What Does Management Have To Do With It?

Kathy Fortin

March 15, 2018

This morning I heard on the news that the well-known retail chain Toys R Us is closing 735 stores and liquidating its assets. The real casualty is the loss of 33,000 jobs nationally. My first thought was that this must be caused by consumers purchasing online, a change in the industry that has made other businesses and retail stores obsolete. I was surprised when CBS reported that the reason was “poor management decisions.” I was then struck by how management decisions in law firms is such a critical factor in their success. It is an issue I see every day.
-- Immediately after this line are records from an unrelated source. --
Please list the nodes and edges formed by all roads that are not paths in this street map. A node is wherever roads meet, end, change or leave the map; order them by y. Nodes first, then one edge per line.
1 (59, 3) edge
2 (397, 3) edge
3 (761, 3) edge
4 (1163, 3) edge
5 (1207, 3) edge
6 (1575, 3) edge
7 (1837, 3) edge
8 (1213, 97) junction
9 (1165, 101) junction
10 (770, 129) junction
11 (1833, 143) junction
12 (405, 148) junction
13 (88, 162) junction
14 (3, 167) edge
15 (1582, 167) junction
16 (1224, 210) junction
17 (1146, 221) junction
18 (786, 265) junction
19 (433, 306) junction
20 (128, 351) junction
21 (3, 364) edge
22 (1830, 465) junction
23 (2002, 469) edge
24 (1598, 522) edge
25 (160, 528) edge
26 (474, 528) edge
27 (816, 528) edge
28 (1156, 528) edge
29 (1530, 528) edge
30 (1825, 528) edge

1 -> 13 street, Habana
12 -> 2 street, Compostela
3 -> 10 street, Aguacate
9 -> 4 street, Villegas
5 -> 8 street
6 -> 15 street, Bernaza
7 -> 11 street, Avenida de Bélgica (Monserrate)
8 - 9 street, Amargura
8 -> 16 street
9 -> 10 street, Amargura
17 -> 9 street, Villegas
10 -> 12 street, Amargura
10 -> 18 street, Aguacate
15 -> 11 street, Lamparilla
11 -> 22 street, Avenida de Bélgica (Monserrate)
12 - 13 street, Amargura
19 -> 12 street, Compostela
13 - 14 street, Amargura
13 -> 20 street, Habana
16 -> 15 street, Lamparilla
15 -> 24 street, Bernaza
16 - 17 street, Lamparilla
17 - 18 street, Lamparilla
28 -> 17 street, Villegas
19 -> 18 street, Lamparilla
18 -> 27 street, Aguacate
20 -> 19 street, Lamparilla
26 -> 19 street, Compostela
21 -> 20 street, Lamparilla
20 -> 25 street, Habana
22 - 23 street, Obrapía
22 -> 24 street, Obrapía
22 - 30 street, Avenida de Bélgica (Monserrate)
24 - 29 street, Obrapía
Effective management and leadership is what helps make a law firm successful. In the extreme case, poor management can cause law firms to go belly up, just like Toys R Us. In reading more about what happened to this retail giant, I saw reports highlighting factors, which also directly apply to law firms:

  • Repetitive declining results meant the company’s demise was years in the making,
  • Falling behind financially led to tighter and tighter financial constraints, resulting in inability to catch up, in other words reaching a point of no return,
  •  Ignoring consumer trends put them behind the curve and then a tipping point is reached, and
  • They became unable to invest in the future.

Reading this made it clear that management decisions created each and every one of these dismal failures. I question how much an unwillingness to make necessary changes and improve the way of doing things early on also contributed to their problems. The pattern of failures created a domino effect that was unable to turn this company around. At some point, it became impossible to solve problems, which had become too big to manage.

For law firm owners, leaders and managers, the Toys R Us failure is a teaching moment.  You might ask yourselves these probing questions:

  • Are you looking and planning for the future of your law firm?
  • Are you paying attention to trends in law firms, whether it be adopting better staffing models, devising ways to build revenue, solidifying your brand or improving technology?
  • Are you making sound management decisions?
  • Is your leadership carrying the firm forward?

Most of all, waiting too long to address important issues is always a mistake. Problems normally do not get better on their own. This is something every good manager must recognize.